Northern Irish leaders split on backstop as May fights for deal
Prime Minister under pressure from all sides in talks on border’s future
THERESA MAY faced a barrage of competing demands over how to proceed with the controversial Brexit backstop, as she met Northern Ireland’s political leaders.
The Prime Minister held talks with the five main Stormont parties in Belfast yesterday as she continued efforts to salvage her troubled Brexit deal.
The backstop element of the Withdrawal Agreement would see the UK tied to a customs union – and Northern Ireland bound to some single market regulatory rules – if a wider trade deal fails to materialise by the end of the Brexit transition period.
The Democratic Unionists and Ulster Unionists are strongly opposed to the mechanism, insisting it would create an economic border between Northern Ireland and the rest of the UK.
Sinn Fein, the SDLP and the Alliance Party – all Remain advocates – argue the backstop is the only way to maintain a free-flowing Irish border post-Brexit.
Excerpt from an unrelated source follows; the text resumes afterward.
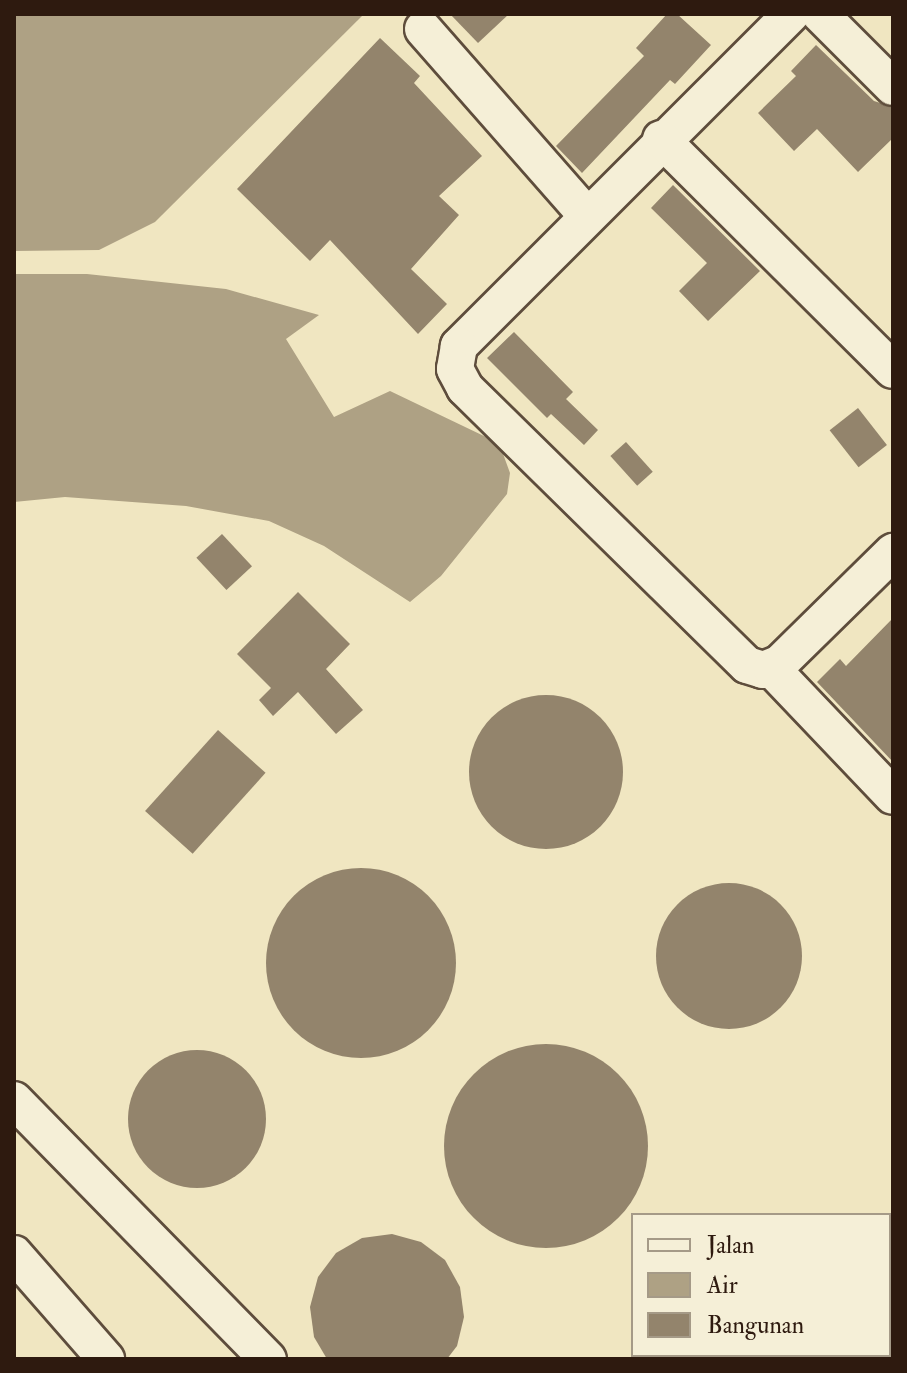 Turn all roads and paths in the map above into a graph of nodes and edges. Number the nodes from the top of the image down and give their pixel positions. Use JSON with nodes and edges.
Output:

DUP leader Arlene Foster, whose 10 MPs prop up the Conservative Government at Westminster, led her party’s delegation for the meeting with Mrs May at Stormont House.
She again insisted the backstop was the “main problem”.
“We want a deal which respects the Union and the referendum result,” Mrs Foster said.
“Our message was very simple. The draft Withdrawal Agreement is flawed because the backstop would undermine the economic and constitutional integrity of the United Kingdom.
“It is welcome that the Prime Minister is travelling to Brussels to seek changes but she must stand strong and by the commit- ments she made to the House of Commons.
“We want a deal. One that works for us as well as our neighbours in the Republic of Ireland. But we must face reality. There is no ‘agreement’ unless it is able to command the necessary support in Parliament.”
Mrs May heard a different message from Sinn Fein. Party president Mary Lou McDonald said the backstop remained the “bottom line”.
“That has consistently been our position, that is the position of everybody across Irish public and political life, with the exception of the DUP,” she said.
Mrs McDonald accused Mrs May of coming to Belfast with “no plan, no credibility and no honour”.
“We have told her that the British strategy of running down the clock and playing a game of chicken with Ireland and Irish interests is profoundly unacceptable and wrong,” she said.
“We have told her that the days of Britain dictating to Ireland or Irish people, that those days are over and will not return.
“We have told her that the backstop is the bottom line, the bare minimum requirements to meet Irish interests, to protect the Good Friday Agreement, to prevent a hardening of the border, to in some way mitigate citizens’ rights.
“We have told her that pandering again to the DUP is wrong on every level and we have reminded her that the DUP do not represent the views of the people of the north of the island, or indeed the island as a whole.”
Last week, MPs backed a move in the House of Commons to remove the backstop and replace it with “alternative arrangements”.
Speaking earlier this week, Mrs May prompted criticism when she suggested the backstop may be altered rather than removed entirely.
A cross-party group of MPs has been working on an alternative solution with the support of senior civil servants, while Attorney General Geoffrey Cox has been taking forward proposals on possible changes, including the addition of a time limit or a unilateral exit clause.